> _TASK REQUIREMENTS_
Copy out, from the entries below, each line that holds the string "edges".

> _MATERIAL TO PROCESS_

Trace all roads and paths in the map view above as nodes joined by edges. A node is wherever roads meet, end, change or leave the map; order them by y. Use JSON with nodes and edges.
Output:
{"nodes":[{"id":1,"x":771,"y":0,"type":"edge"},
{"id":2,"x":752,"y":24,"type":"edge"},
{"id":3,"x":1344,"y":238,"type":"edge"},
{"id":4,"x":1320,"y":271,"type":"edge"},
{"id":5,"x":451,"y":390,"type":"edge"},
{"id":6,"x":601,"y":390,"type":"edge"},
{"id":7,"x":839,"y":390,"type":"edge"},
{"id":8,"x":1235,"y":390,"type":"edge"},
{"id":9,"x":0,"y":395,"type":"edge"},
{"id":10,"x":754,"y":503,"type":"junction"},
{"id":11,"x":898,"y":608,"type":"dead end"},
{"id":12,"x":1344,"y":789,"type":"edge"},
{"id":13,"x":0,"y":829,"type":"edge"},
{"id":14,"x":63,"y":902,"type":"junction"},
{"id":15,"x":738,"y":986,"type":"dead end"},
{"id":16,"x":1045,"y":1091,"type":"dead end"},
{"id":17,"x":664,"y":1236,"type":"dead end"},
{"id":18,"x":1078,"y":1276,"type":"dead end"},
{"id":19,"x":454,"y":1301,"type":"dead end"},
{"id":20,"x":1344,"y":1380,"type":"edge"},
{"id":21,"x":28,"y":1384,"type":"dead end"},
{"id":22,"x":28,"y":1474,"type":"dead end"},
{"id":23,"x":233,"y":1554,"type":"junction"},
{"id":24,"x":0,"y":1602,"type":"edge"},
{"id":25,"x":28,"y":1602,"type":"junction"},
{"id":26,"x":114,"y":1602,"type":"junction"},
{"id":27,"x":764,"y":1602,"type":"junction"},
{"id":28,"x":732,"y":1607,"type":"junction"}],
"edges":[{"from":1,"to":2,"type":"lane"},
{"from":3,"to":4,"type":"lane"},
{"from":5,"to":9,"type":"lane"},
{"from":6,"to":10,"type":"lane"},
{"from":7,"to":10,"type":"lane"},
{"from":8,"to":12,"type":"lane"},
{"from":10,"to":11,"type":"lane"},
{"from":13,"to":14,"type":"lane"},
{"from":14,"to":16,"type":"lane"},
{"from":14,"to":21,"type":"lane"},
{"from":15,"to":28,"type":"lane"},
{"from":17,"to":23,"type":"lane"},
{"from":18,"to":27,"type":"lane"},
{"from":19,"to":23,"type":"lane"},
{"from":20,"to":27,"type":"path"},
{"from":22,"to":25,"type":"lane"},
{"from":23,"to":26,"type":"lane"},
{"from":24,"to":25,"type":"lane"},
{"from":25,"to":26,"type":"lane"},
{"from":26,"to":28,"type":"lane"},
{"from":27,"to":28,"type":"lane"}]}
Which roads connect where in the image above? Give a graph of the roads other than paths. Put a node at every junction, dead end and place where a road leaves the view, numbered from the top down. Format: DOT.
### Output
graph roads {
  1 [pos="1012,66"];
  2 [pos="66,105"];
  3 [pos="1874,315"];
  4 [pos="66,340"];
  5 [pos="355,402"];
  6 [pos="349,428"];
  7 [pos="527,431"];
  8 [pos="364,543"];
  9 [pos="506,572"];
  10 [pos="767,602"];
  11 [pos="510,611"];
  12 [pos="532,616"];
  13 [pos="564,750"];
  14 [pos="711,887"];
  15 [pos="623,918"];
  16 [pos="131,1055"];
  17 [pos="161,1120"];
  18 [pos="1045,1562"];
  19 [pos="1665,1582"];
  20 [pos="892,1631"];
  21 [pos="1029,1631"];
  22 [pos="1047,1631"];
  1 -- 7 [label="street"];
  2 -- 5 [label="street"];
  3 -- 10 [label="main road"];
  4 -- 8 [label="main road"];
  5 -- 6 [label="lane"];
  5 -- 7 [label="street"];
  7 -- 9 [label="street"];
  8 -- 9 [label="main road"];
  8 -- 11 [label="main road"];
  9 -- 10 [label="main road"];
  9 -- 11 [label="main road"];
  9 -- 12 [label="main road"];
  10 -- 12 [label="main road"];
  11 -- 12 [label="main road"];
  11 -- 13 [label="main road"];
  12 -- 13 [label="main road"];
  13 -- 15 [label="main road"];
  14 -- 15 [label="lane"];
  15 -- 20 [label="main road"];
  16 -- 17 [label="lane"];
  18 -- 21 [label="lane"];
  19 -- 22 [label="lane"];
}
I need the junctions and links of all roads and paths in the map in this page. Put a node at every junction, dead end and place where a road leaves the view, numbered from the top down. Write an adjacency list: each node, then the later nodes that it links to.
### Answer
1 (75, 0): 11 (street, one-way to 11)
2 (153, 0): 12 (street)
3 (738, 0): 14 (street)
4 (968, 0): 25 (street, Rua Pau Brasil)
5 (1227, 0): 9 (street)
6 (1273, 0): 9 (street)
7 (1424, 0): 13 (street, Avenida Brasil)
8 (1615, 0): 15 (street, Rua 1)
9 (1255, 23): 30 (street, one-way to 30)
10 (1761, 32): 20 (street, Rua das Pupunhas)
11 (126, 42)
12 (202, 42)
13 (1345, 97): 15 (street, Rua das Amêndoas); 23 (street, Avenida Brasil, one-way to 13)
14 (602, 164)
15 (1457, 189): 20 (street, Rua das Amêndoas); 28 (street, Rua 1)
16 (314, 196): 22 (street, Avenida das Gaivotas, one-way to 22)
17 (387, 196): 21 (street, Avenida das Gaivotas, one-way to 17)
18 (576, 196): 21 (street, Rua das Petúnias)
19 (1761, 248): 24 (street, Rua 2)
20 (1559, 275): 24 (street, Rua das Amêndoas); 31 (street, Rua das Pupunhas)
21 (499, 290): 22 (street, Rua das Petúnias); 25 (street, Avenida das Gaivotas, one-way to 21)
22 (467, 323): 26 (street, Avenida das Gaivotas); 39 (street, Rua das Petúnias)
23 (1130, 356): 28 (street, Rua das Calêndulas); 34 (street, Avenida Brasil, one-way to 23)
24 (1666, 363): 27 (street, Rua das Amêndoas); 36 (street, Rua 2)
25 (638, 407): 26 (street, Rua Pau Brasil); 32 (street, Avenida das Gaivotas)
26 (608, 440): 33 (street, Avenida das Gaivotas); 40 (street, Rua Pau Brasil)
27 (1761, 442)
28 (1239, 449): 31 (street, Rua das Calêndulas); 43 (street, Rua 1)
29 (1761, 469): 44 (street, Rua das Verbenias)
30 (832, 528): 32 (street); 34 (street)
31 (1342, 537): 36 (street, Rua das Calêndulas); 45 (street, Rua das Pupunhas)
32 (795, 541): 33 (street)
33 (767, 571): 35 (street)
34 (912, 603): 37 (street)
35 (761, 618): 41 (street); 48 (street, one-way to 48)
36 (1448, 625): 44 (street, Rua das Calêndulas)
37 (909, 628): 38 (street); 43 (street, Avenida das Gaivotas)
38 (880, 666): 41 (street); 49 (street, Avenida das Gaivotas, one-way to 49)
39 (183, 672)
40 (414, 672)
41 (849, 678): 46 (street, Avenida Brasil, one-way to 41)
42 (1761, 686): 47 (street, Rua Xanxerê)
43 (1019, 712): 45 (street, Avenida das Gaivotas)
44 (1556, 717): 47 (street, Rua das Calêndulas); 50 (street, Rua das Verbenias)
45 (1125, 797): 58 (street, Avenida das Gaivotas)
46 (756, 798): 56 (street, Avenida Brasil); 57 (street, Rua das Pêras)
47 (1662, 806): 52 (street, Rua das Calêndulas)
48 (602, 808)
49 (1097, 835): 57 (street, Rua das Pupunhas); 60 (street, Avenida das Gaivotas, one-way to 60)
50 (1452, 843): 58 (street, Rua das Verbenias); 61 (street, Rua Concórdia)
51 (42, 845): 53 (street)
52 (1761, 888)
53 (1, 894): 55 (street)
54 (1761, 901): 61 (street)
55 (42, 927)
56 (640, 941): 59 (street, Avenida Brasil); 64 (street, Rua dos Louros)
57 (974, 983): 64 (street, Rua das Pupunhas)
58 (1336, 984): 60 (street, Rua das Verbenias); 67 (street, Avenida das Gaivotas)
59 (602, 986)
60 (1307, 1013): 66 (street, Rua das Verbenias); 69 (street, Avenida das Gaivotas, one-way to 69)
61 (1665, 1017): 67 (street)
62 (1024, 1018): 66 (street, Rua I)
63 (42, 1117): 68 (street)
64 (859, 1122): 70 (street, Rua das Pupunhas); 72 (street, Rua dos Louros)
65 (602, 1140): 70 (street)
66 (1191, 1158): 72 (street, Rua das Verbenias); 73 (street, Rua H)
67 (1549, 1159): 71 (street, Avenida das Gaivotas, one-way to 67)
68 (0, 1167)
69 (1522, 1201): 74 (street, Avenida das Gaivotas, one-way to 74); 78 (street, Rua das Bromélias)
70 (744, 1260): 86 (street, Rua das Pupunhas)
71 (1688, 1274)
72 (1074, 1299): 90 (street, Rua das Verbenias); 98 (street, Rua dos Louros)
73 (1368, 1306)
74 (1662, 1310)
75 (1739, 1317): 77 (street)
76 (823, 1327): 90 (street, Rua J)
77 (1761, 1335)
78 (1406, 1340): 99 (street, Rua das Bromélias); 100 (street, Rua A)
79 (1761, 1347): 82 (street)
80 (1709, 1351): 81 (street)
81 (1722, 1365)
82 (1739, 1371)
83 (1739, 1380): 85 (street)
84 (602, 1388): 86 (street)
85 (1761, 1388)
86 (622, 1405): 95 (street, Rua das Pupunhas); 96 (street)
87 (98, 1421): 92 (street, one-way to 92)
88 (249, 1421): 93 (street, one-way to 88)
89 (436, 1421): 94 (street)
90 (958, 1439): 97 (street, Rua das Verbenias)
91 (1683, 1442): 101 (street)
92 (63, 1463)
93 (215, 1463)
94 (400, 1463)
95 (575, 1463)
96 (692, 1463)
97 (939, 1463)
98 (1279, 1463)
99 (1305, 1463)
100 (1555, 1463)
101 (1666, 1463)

> _WRITTEN ANSWER_
Trace all roads and paths in the map view above as nodes joined by edges. A node is wherever roads meet, end, change or leave the map; order them by y. Use JSON with nodes and edges.
"edges":[{"from":1,"to":2,"type":"lane"},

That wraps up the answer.